Tonight, Terracafe throbbed with a feverish bustle, nothing like its usual nights. Many prayed for quiet, but the storm still came. Under this sky, countless homes shattered.

From the distant high ground, ribbons of color lanced at the minotaur. People shouted and leapt like sparks in dry grass. The spellcasters had acted—mystery and might made flesh. Hearts bent in near-blind worship.

At the first spell, the commander’s frown smoothed. The blow didn’t kill the minotaur, but it bit deep. A few more like that, and it would fall.

The minotaur roared, not from pain—it was already dead. Dead things don’t ache. It roared from fury, from being challenged. Its scarlet eyes fixed on the spellcasters atop the rise. Instinct dragged the roar toward them.

In an instant, a visible wave of sound tore across the ground.

When people blinked back to themselves, a scar gouged the earth from the minotaur to the spellcasters’ perch. Anything in the way lay smashed. The vaunted spellcasters scattered like straw in a gale, blood seeping from ears, eyes, and nostrils.

That roar rang through Terracafe once more, across this oldest of cities. Panic climbed another rung.

Up in the Mage Tower, those who had sworn, “Not until the last moment,” finally felt the wrongness. “Arsen, something’s off. That roar—our foe sounds Epic. Elites alone won’t cut it…”

A white-haired elder stroked his long beard, brows knotted. Fear comes from the unknown. Mages terrified the world because they rarely showed their faces. If you saw them haggling in markets, their mystique would crumble.

So they’d kept the old way—stay hidden, don’t act lightly.

This time, they’d overplayed it.

“Not ‘seems.’ It won’t work. Those rookie spellcasters are all down. The target is confirmed Epic-tier!” A richly robed elder burst in, panting. The gathered mages stiffened.

Epic.

By rank, they were second-tier Legendary. The enemy was third-tier Epic. Fewer than ten mages stood here. The odds looked thin.

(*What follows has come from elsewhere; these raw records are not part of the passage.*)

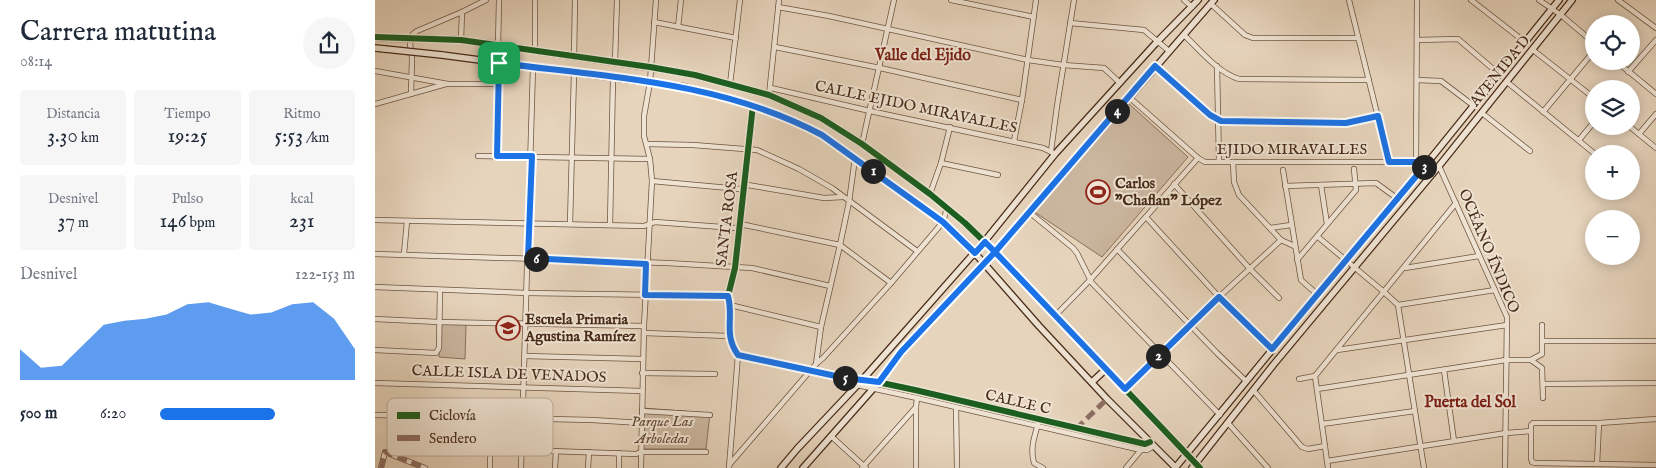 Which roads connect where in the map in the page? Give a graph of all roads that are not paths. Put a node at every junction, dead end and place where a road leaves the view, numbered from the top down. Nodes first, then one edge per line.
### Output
1 (486, 0) edge
2 (499, 0) edge
3 (535, 0) edge
4 (575, 0) edge
5 (617, 0) edge
6 (656, 0) edge
7 (681, 0) edge
8 (740, 0) edge
9 (779, 0) edge
10 (894, 0) edge
11 (951, 0) edge
12 (1036, 0) edge
13 (1074, 0) edge
14 (1184, 0) edge
15 (1198, 0) edge
16 (1349, 0) edge
17 (1417, 0) edge
18 (1471, 0) edge
19 (1539, 0) edge
20 (1559, 0) edge
21 (1572, 0) edge
22 (1619, 0) edge
23 (1212, 2) edge
24 (778, 7) junction
25 (1192, 7) junction
26 (1551, 9) junction
27 (462, 12) junction
28 (1561, 15) junction
29 (1035, 17) junction
30 (654, 22) junction
31 (1070, 23) junction
32 (678, 26) junction
33 (1656, 28) edge
34 (888, 29) junction
35 (1184, 35) junction
36 (1585, 35) edge
37 (375, 37) edge
38 (736, 38) junction
39 (1358, 38) junction
40 (461, 40) junction
41 (1417, 40) junction
42 (1656, 40) edge
43 (1157, 42) junction
44 (1525, 42) junction
45 (498, 46) junction
46 (375, 48) edge
47 (775, 48) junction
48 (1533, 50) junction
49 (535, 51) junction
50 (1169, 51) junction
51 (574, 57) junction
52 (1028, 60) junction
53 (615, 62) junction
54 (1585, 62) edge
55 (499, 63) junction
56 (1063, 66) junction
57 (1155, 66) junction
58 (1217, 66) junction
59 (533, 67) junction
60 (650, 67) junction
61 (880, 68) junction
62 (375, 71) edge
63 (1628, 72) joint
64 (574, 73) junction
65 (1499, 74) junction
66 (411, 77) junction
67 (613, 78) junction
68 (1570, 79) junction
69 (1369, 80) junction
70 (1417, 80) junction
71 (650, 82) junction
72 (1507, 82) junction
73 (1120, 83) junction
74 (448, 84) junction
75 (498, 84) junction
76 (730, 84) junction
77 (771, 88) junction
78 (1585, 91) edge
79 (411, 94) junction
80 (1656, 94) edge
81 (769, 95) junction
82 (1129, 97) junction
83 (1022, 100) junction
84 (375, 104) edge
85 (753, 105) junction
86 (1474, 106) junction
87 (870, 111) junction
88 (1543, 112) junction
89 (1482, 113) junction
90 (1656, 114) edge
91 (1378, 116) junction
92 (1218, 119) junction
93 (949, 127) junction
94 (1585, 133) edge
95 (1640, 133) edge
96 (1640, 135) edge
97 (1579, 140) junction
98 (1014, 141) junction
99 (647, 144) junction
100 (862, 144) junction
101 (1585, 145) edge
102 (748, 148) junction
103 (1656, 148) edge
104 (1530, 151) dead end
105 (1053, 152) junction
106 (478, 156) dead end
107 (497, 156) junction
108 (532, 156) junction
109 (571, 157) junction
110 (611, 158) junction
111 (855, 158) junction
112 (1197, 158) junction
113 (650, 159) junction
114 (1219, 162) junction
115 (1233, 162) junction
116 (1389, 162) junction
117 (1416, 162) junction
118 (1428, 162) junction
119 (941, 163) junction
120 (1439, 166) junction
121 (1354, 169) dead end
122 (1283, 170) dead end
123 (998, 175) dead end
124 (652, 181) junction
125 (1174, 184) junction
126 (1356, 184) junction
127 (1321, 185) junction
128 (1285, 186) junction
129 (743, 187) junction
130 (931, 194) junction
131 (843, 196) junction
132 (1398, 199) junction
133 (849, 202) junction
134 (1456, 203) junction
135 (947, 208) junction
136 (1029, 212) junction
137 (1146, 217) junction
138 (375, 220) edge
139 (407, 221) junction
140 (943, 222) junction
141 (649, 223) junction
142 (530, 224) junction
143 (570, 224) junction
144 (1327, 224) junction
145 (610, 225) junction
146 (1291, 225) junction
147 (740, 226) junction
148 (1269, 228) junction
149 (1318, 237) junction
150 (1281, 240) junction
151 (985, 242) junction
152 (841, 245) junction
153 (1294, 246) junction
154 (1117, 250) junction
155 (917, 251) junction
156 (995, 252) junction
157 (975, 253) junction
158 (375, 254) edge
159 (404, 254) junction
160 (1479, 256) junction
161 (528, 258) junction
162 (1297, 260) junction
163 (1346, 260) junction
164 (984, 263) junction
165 (646, 264) junction
166 (1354, 267) junction
167 (735, 268) junction
168 (1405, 268) junction
169 (1249, 269) junction
170 (1090, 280) junction
171 (891, 283) junction
172 (830, 286) junction
173 (375, 287) edge
174 (440, 290) junction
175 (1495, 290) junction
176 (1384, 292) junction
177 (527, 293) junction
178 (645, 295) junction
179 (1318, 295) junction
180 (728, 296) junction
181 (1219, 297) junction
182 (1279, 298) dead end
183 (730, 305) junction
184 (1398, 306) junction
185 (1055, 316) junction
186 (375, 319) edge
187 (439, 322) junction
188 (525, 324) junction
189 (1190, 325) junction
190 (1507, 325) junction
191 (1542, 325) dead end
192 (644, 326) junction
193 (821, 327) junction
194 (644, 333) junction
195 (729, 336) junction
196 (1403, 339) junction
197 (1543, 341) junction
198 (1656, 341) edge
199 (1272, 349) junction
200 (375, 350) edge
201 (1337, 350) junction
202 (1160, 354) junction
203 (738, 355) junction
204 (525, 356) junction
205 (643, 359) junction
206 (1506, 360) junction
207 (1531, 360) junction
208 (816, 364) junction
209 (1106, 369) junction
210 (811, 370) junction
211 (1444, 370) junction
212 (643, 373) junction
213 (715, 374) dead end
214 (1409, 375) junction
215 (1315, 376) junction
216 (845, 378) junction
217 (863, 379) junction
218 (1299, 379) dead end
219 (1246, 381) junction
220 (375, 382) edge
221 (879, 382) junction
222 (1091, 382) junction
223 (1656, 383) edge
224 (1543, 384) junction
225 (857, 386) junction
226 (524, 387) junction
227 (873, 388) junction
228 (1125, 389) junction
229 (1317, 389) junction
230 (642, 391) junction
231 (1254, 391) junction
232 (524, 398) edge
233 (917, 398) junction
234 (1543, 398) dead end
235 (972, 404) junction
236 (916, 407) junction
237 (956, 407) junction
238 (971, 411) junction
239 (1415, 411) junction
240 (642, 412) junction
241 (711, 415) dead end
242 (1220, 415) junction
243 (553, 419) edge
244 (1656, 419) edge
245 (1039, 420) junction
246 (642, 423) junction
247 (1228, 423) junction
248 (1599, 423) junction
249 (1322, 424) junction
250 (1037, 426) junction
251 (1531, 431) junction
252 (1506, 433) junction
253 (831, 436) junction
254 (1454, 441) junction
255 (1143, 444) junction
256 (1152, 444) junction
257 (1325, 446) junction
258 (1420, 447) junction
259 (1141, 450) junction
260 (553, 451) edge
261 (556, 451) junction
262 (589, 452) junction
263 (641, 452) junction
264 (706, 452) dead end
265 (387, 453) edge
266 (619, 453) junction
267 (1188, 454) junction
268 (395, 456) edge
269 (1327, 461) junction
270 (1597, 464) junction
271 (729, 466) edge
272 (1196, 466) edge
273 (1656, 466) edge
274 (864, 467) edge
275 (381, 468) edge
276 (425, 468) edge
277 (555, 468) edge
278 (588, 468) edge
279 (619, 468) edge
280 (641, 468) edge
281 (781, 468) edge
282 (803, 468) edge
283 (916, 468) edge
284 (957, 468) edge
285 (1043, 468) edge
286 (1126, 468) edge
287 (1176, 468) edge
288 (1268, 468) edge
289 (1328, 468) edge
290 (1424, 468) edge
291 (1505, 468) edge

1 - 27 street
2 - 45 street
3 - 49 street
4 - 51 street
5 - 53 street
6 - 30 street
7 - 32 street
8 - 38 street
9 - 24 street
10 - 34 street
11 - 29 street
12 - 29 street
13 - 31 street
14 - 25 street
15 - 25 street
16 - 39 street
17 - 41 street
18 - 44 street
19 - 26 street
20 - 26 street, AVENIDA D
21 - 28 street, AVENIDA D
22 - 33 street
23 - 35 street
23 - 39 street
24 - 34 street
24 - 47 street
25 - 43 street
26 - 28 street
26 - 44 street, AVENIDA D
27 - 40 street
27 - 66 street
28 - 36 street
28 - 48 street, AVENIDA D
29 - 52 street
30 - 32 street
30 - 60 street
31 - 43 street
31 - 56 street
32 - 38 street
34 - 52 street
34 - 61 street
35 - 50 street
35 - 58 street
37 - 40 street, bridge
38 - 76 street
39 - 69 street
40 - 45 street
41 - 65 street
41 - 70 street
42 - 63 street
43 - 50 street
43 - 73 street
44 - 65 street, AVENIDA D
45 - 49 street
46 - 55 street, bridge
47 - 61 street
47 - 77 street
48 - 68 street
48 - 72 street, AVENIDA D
49 - 51 street
50 - 57 street
51 - 53 street
52 - 56 street
52 - 83 street
53 - 60 street
54 - 68 street
55 - 59 street
55 - 75 street
56 - 73 street
56 - 105 street
57 - 82 street
57 - 92 street
58 - 69 street
58 - 92 street
59 - 64 street
59 - 108 street
60 - 71 street
60 - 76 street
61 - 83 street
61 - 87 street
62 - 66 street
63 - 80 street
64 - 67 street
64 - 109 street
65 - 86 street, AVENIDA D
66 - 74 street
66 - 79 street
67 - 71 street
67 - 110 street
68 - 78 street
68 - 88 street
69 - 91 street
70 - 86 street
70 - 117 street
71 - 85 street
71 - 99 street
72 - 88 street
72 - 89 street, AVENIDA D
73 - 105 street
74 - 75 street
74 - 79 street
75 - 107 street
76 - 81 street
77 - 81 street
77 - 87 street, CALLE EJIDO MIRAVALLES
79 - 84 street
81 - 100 street
82 - 112 street
82 - 136 street
83 - 98 street
85 - 102 street, SANTA ROSA
85 - 111 street
86 - 118 street, AVENIDA D
87 - 93 street, CALLE EJIDO MIRAVALLES
87 - 100 street
88 - 97 street
89 - 104 street
89 - 120 street, AVENIDA D
90 - 95 street
91 - 92 street
91 - 116 street
92 - 114 street
93 - 98 street, CALLE EJIDO MIRAVALLES
93 - 119 street
94 - 97 street
96 - 103 street
97 - 101 street
98 - 105 street, CALLE EJIDO MIRAVALLES
99 - 102 street
99 - 113 street
100 - 130 street
102 - 129 street, SANTA ROSA
102 - 131 street
105 - 151 street
106 - 107 street
107 - 108 street
108 - 109 street
108 - 142 street
109 - 110 street
109 - 143 street
110 - 113 street
110 - 145 street
111 - 133 street
111 - 140 street
112 - 114 street, EJIDO MIRAVALLES
112 - 125 street
113 - 124 street
114 - 115 street, EJIDO MIRAVALLES
115 - 116 street, EJIDO MIRAVALLES
115 - 148 street
116 - 117 street, EJIDO MIRAVALLES
117 - 118 street, EJIDO MIRAVALLES
118 - 132 street
119 - 123 street
119 - 130 street
120 - 134 street, OCÉANO ÍNDICO
120 - 166 street
121 - 126 street
122 - 128 street
124 - 129 street
124 - 141 street
125 - 137 street
125 - 169 street
126 - 127 street
126 - 132 street
126 - 144 street
127 - 128 street
127 - 144 street
128 - 146 street
129 - 131 street
129 - 147 street, SANTA ROSA
130 - 135 street
131 - 133 street
132 - 163 street
133 - 152 street
133 - 155 street
134 - 160 street, OCÉANO ÍNDICO
134 - 168 street
135 - 140 street
135 - 151 street
136 - 156 street
136 - 170 street
137 - 154 street
137 - 181 street
138 - 139 street
139 - 142 street
139 - 159 street
140 - 155 street
140 - 157 street
141 - 145 street
141 - 147 street
141 - 165 street
142 - 143 street
142 - 161 street
143 - 145 street
144 - 149 street
146 - 148 street
146 - 153 street
147 - 152 street
147 - 167 street, SANTA ROSA
148 - 150 street
149 - 162 street
149 - 163 street
150 - 153 street
150 - 169 street
151 - 156 street
151 - 157 street
152 - 171 street
152 - 172 street
153 - 162 street
154 - 170 street
154 - 189 street
155 - 171 street
156 - 164 street
156 - 185 street
157 - 164 street
157 - 217 street
158 - 159 street
159 - 161 street
160 - 168 street
160 - 175 street, OCÉANO ÍNDICO
161 - 165 street
161 - 177 street
162 - 179 street
163 - 166 street
163 - 179 street
164 - 221 street
164 - 222 street
165 - 167 street
165 - 178 street
166 - 176 street
166 - 231 street
167 - 172 street
167 - 180 street, SANTA ROSA
168 - 176 street
169 - 181 street
169 - 182 street
170 - 185 street
170 - 202 street
171 - 208 street
172 - 193 street
173 - 174 street
174 - 177 street
174 - 187 street
175 - 184 street
175 - 190 street, OCÉANO ÍNDICO
176 - 184 street
176 - 201 street
177 - 178 street
177 - 188 street
178 - 180 street
178 - 192 street
179 - 199 street
180 - 183 street, SANTA ROSA
181 - 189 street
181 - 199 street
183 - 193 street
183 - 195 street, SANTA ROSA
184 - 196 street
185 - 209 street
186 - 187 street
187 - 188 street
187 - 200 street
188 - 192 street
188 - 204 street
189 - 202 street
189 - 219 street
190 - 196 street
190 - 206 street, OCÉANO ÍNDICO
191 - 197 street
192 - 194 street
193 - 208 street
194 - 195 street
194 - 205 street
195 - 203 street
196 - 201 street
196 - 214 street
197 - 198 street
197 - 207 street
199 - 219 street
201 - 215 street
202 - 228 street
202 - 242 street
203 - 210 street
203 - 271 street
204 - 205 street
204 - 226 street
205 - 212 street
206 - 207 street
206 - 211 street
206 - 252 street, OCÉANO ÍNDICO
207 - 224 street
208 - 210 street
209 - 222 street
209 - 228 street
210 - 216 street
210 - 271 street
211 - 214 street
211 - 254 street
212 - 213 street
212 - 230 street
214 - 229 street
214 - 239 street
215 - 218 street
215 - 229 street
216 - 217 street, CALLE C
216 - 225 street
217 - 221 street, CALLE C
217 - 225 street
219 - 242 street
220 - 226 street, CALLE ISLA DE VENADOS
221 - 227 street
221 - 235 street, CALLE C
222 - 256 street
223 - 224 street
224 - 234 street
225 - 227 street, CALLE C
225 - 281 street
226 - 230 street, CALLE ISLA DE VENADOS
226 - 232 street
227 - 233 street, CALLE C
227 - 253 street
228 - 267 street
229 - 249 street
230 - 240 street
231 - 247 street
231 - 257 street
233 - 236 street
233 - 237 street, CALLE C
235 - 238 street
235 - 245 street, CALLE C
236 - 274 street
236 - 283 street
237 - 238 street, CALLE C
237 - 284 street
238 - 250 street, CALLE C
239 - 249 street
239 - 258 street
240 - 241 street
240 - 246 street
242 - 267 street
243 - 246 street
244 - 248 street
245 - 250 street
245 - 255 street, CALLE C
246 - 263 street
247 - 272 street
247 - 288 street
248 - 251 street
248 - 270 street
249 - 257 street
250 - 259 street, CALLE C
250 - 285 street
251 - 252 street
251 - 270 street
252 - 254 street
252 - 291 street, OCÉANO ÍNDICO
253 - 274 street
253 - 282 street
254 - 258 street
255 - 256 street, CALLE C
255 - 259 street
256 - 259 street
256 - 287 street
257 - 269 street
258 - 269 street
258 - 290 street
259 - 286 street
260 - 261 street
261 - 262 street
261 - 277 street
262 - 266 street
262 - 278 street
263 - 264 street
263 - 266 street
263 - 280 street
265 - 275 street
266 - 279 street
267 - 272 street
267 - 287 street
268 - 276 street
269 - 289 street
270 - 273 street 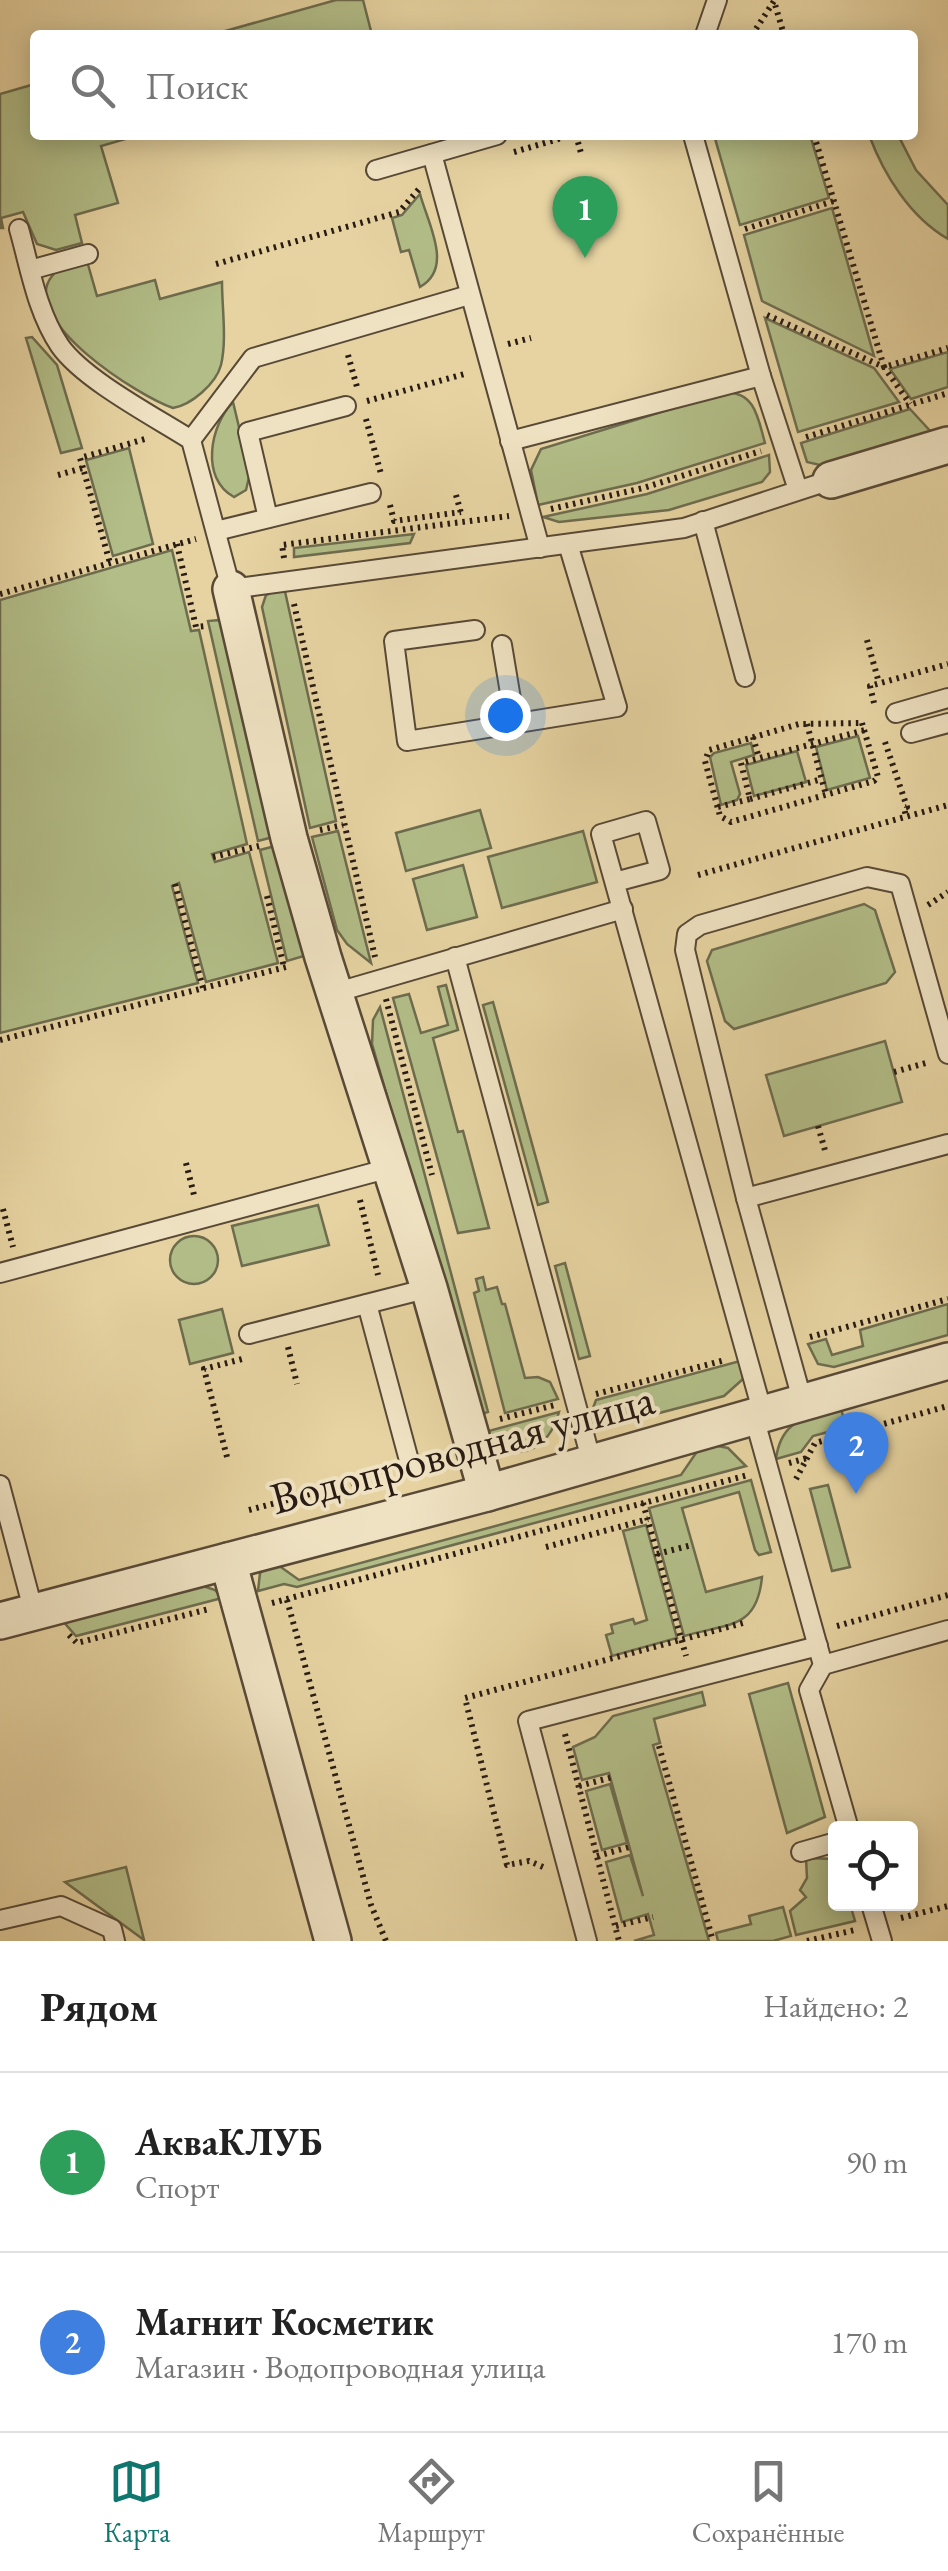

A man in a pointed wizard hat snatched up his staff and robe. “Move. The army’s numbers are still holding. Casualties aren’t crippling yet. Go.” One after another, they strode out. The mages who had watched from the tower finally moved their hands.

However—

Terracafe shook with another minotaur roar. It rattled skulls like a gong. Minds went fuzzy; eyes stared blankly. Thought stalled.

Two fleshy orbs swelled on the creature’s back, glistening like ripe fruit. They burst, and a pair of crimson bat wings unfurled.

Wings beat. The minotaur lifted into the sky, roaring and raging. From its body, a scarlet barrier blossomed outward, a blood-red dome trying to blanket all Terracafe.

“This power…” The commander stared up, terror crowding his chest. That pressure carried a thread of law. “It’s at the peak of Epic-tier. Stop it now. If it reaches the fourth tier, only the nation’s full strength can contend!”

The spiral worsened again. Even the few mages in Terracafe lost their composure. The opponent was climbing in power for reasons unknown. If it touched the threshold of Demigod, the whole kingdom might burn.

A Demigod stands one step from a god. One of them can war against a country.

“Report to the capital now. This is beyond us. If we can buy time, that’s all we can do.”

Ouyang had toyed with a vial and birthed an Epic threat that could erase a human kingdom. That was a Demon King for you. Their knowledge alone defied mankind. Even with a sliver of force, they could upend the board.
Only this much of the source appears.